‘ANZAC Day to VP Day: Arguments and interpretations’, Journal of the Australian War Memorial, 40, February 2007, pp. 1-7
Historiography of war in Australia, including many references in notes. Beaumont asks what are the roles of historians and government agencies in shaping the memory of war.
This professionalisation of Australian defence history coincided with the most striking and interesting development of recent decades: the resurgence in the memory of war in both popular culture and official commemoration. How much the Defence research units contributed to this development, or were stimulated by it, is unclear. However, although the popular media is inclined to represent the new interest in ANZAC and war commemoration as an organic and spontaneous occurrence – evidence of a new national pride that they take as unproblematic and positive – in fact, the national calendar of war ritual and commemoration that has emerged in the last two decades has been carefully orchestrated by federal governments of both political persuasions. The “memory industry” has also been implemented with considerable finesse and enthusiasm by government agencies, notably the Department of Veterans’ Affairs and the Australian War Memorial, who have a strong institutional logic in promoting it.

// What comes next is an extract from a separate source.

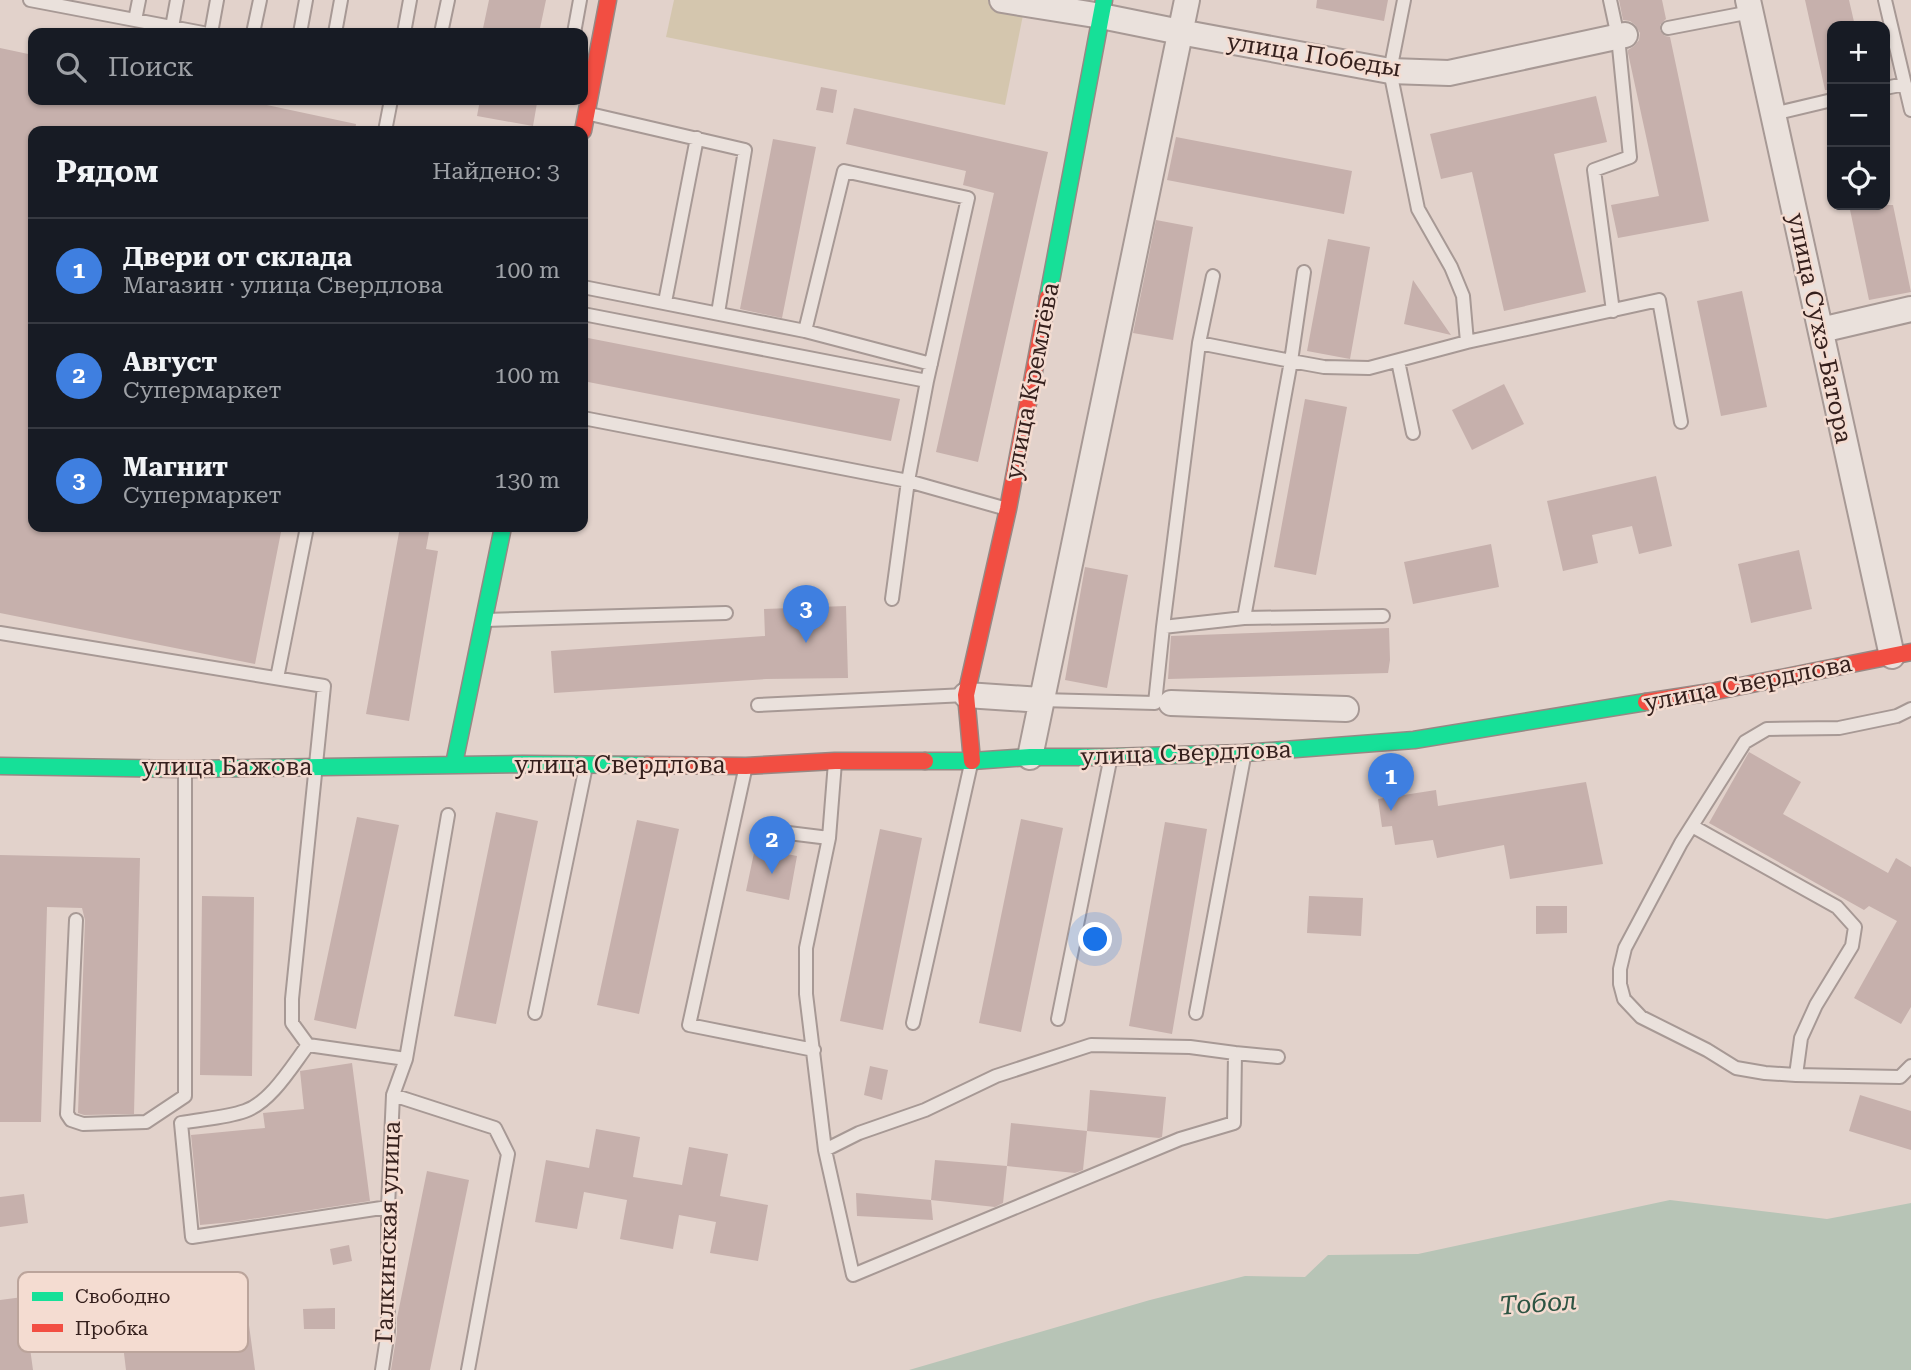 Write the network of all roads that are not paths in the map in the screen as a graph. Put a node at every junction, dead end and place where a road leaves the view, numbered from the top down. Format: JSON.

She notes academic differences over whether war memory is centrally shaped by the state or an expression of mourning and a human response to death and suffering but she concludes
this polarity is almost certainly unhelpful: we cannot understand the resurgence of interest in the memory of war, unless we see it as interaction between state and individual agency. Moreover, commemorative activities at the national level are only embraced by societies if they resonate with individual memories of the past.
All the same the state in Australia has been very active through, for example, Australia Remembers in 1995, and other government activities.
Beaumont concludes by discussing the various tendencies within Australian historiography of war and concludes with some questions addressed to the profession. They are still relevant, particularly her final question: ‘What is our role, as historians, in shaping the memory of war?’